[Given entries]
━━━━━━━━━━
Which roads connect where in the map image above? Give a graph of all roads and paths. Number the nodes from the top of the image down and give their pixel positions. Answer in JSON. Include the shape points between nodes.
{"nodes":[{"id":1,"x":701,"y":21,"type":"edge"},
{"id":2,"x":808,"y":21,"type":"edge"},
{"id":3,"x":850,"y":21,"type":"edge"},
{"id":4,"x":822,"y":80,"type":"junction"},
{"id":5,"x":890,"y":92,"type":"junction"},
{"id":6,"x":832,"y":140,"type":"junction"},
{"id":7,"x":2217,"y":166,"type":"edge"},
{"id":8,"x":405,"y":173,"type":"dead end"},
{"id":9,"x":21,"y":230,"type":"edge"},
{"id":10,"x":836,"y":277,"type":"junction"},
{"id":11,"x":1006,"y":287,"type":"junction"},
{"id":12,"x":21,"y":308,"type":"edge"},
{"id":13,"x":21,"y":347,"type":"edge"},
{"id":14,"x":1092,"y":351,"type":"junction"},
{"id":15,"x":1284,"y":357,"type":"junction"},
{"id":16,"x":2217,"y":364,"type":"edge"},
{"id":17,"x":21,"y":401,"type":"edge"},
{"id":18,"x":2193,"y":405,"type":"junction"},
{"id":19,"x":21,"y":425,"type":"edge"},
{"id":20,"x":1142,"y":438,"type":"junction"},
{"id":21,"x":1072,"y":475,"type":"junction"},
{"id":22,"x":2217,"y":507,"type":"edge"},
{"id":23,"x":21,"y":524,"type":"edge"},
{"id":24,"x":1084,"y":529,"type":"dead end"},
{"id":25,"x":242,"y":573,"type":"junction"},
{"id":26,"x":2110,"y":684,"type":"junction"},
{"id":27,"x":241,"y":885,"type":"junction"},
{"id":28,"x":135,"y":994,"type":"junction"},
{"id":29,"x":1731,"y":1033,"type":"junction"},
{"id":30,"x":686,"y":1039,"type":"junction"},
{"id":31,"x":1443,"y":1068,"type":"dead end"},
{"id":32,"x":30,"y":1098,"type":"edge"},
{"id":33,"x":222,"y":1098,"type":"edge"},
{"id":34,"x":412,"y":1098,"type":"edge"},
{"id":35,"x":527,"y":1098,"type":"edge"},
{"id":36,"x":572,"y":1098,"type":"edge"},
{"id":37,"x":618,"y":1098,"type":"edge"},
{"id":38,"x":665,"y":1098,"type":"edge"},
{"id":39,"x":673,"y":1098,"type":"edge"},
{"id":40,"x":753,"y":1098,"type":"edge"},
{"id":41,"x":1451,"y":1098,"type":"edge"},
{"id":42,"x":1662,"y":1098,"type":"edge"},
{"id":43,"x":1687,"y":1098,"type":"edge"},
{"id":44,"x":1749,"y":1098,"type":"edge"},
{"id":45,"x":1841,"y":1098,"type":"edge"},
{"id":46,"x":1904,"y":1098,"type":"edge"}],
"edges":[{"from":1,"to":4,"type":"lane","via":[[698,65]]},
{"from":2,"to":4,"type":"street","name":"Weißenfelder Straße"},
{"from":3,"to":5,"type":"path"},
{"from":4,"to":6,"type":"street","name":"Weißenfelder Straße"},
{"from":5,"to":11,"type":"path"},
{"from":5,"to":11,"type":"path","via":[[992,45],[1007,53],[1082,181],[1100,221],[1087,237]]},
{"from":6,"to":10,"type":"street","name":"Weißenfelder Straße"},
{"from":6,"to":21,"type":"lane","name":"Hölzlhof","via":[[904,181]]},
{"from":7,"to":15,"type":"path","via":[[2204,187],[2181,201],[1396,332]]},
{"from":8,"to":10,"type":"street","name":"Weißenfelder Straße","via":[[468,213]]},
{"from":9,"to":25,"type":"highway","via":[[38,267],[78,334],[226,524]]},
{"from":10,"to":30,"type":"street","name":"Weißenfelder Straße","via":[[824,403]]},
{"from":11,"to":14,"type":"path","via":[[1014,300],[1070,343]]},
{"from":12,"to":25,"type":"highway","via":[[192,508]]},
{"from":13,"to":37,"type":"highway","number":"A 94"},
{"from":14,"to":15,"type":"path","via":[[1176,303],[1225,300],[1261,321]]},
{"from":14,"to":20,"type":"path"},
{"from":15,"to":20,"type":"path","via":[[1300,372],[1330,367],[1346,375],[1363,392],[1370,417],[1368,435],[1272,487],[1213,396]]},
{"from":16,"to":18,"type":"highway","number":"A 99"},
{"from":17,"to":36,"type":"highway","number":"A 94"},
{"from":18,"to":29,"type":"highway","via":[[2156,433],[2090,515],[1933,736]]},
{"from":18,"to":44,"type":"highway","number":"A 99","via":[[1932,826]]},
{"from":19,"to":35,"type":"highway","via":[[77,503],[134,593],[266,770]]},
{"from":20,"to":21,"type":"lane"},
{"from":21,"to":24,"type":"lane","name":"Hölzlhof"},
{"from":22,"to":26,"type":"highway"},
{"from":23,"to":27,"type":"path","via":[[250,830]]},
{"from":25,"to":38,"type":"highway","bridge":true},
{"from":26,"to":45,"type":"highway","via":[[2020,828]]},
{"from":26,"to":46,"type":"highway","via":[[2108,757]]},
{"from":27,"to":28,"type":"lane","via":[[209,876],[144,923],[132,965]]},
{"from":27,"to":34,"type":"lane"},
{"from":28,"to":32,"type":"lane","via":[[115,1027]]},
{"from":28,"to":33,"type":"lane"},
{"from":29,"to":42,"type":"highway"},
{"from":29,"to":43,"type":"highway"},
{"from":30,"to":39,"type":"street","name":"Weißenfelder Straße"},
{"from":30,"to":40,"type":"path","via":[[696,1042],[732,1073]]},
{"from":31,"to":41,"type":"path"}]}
━━━━━━━━━━
[Assignment]
Among the lines above, find those with the word "Straße". Copy them.

[Exercise answer]
{"from":2,"to":4,"type":"street","name":"Weißenfelder Straße"},
{"from":4,"to":6,"type":"street","name":"Weißenfelder Straße"},
{"from":6,"to":10,"type":"street","name":"Weißenfelder Straße"},
{"from":8,"to":10,"type":"street","name":"Weißenfelder Straße","via":[[468,213]]},
{"from":10,"to":30,"type":"street","name":"Weißenfelder Straße","via":[[824,403]]},
{"from":30,"to":39,"type":"street","name":"Weißenfelder Straße"},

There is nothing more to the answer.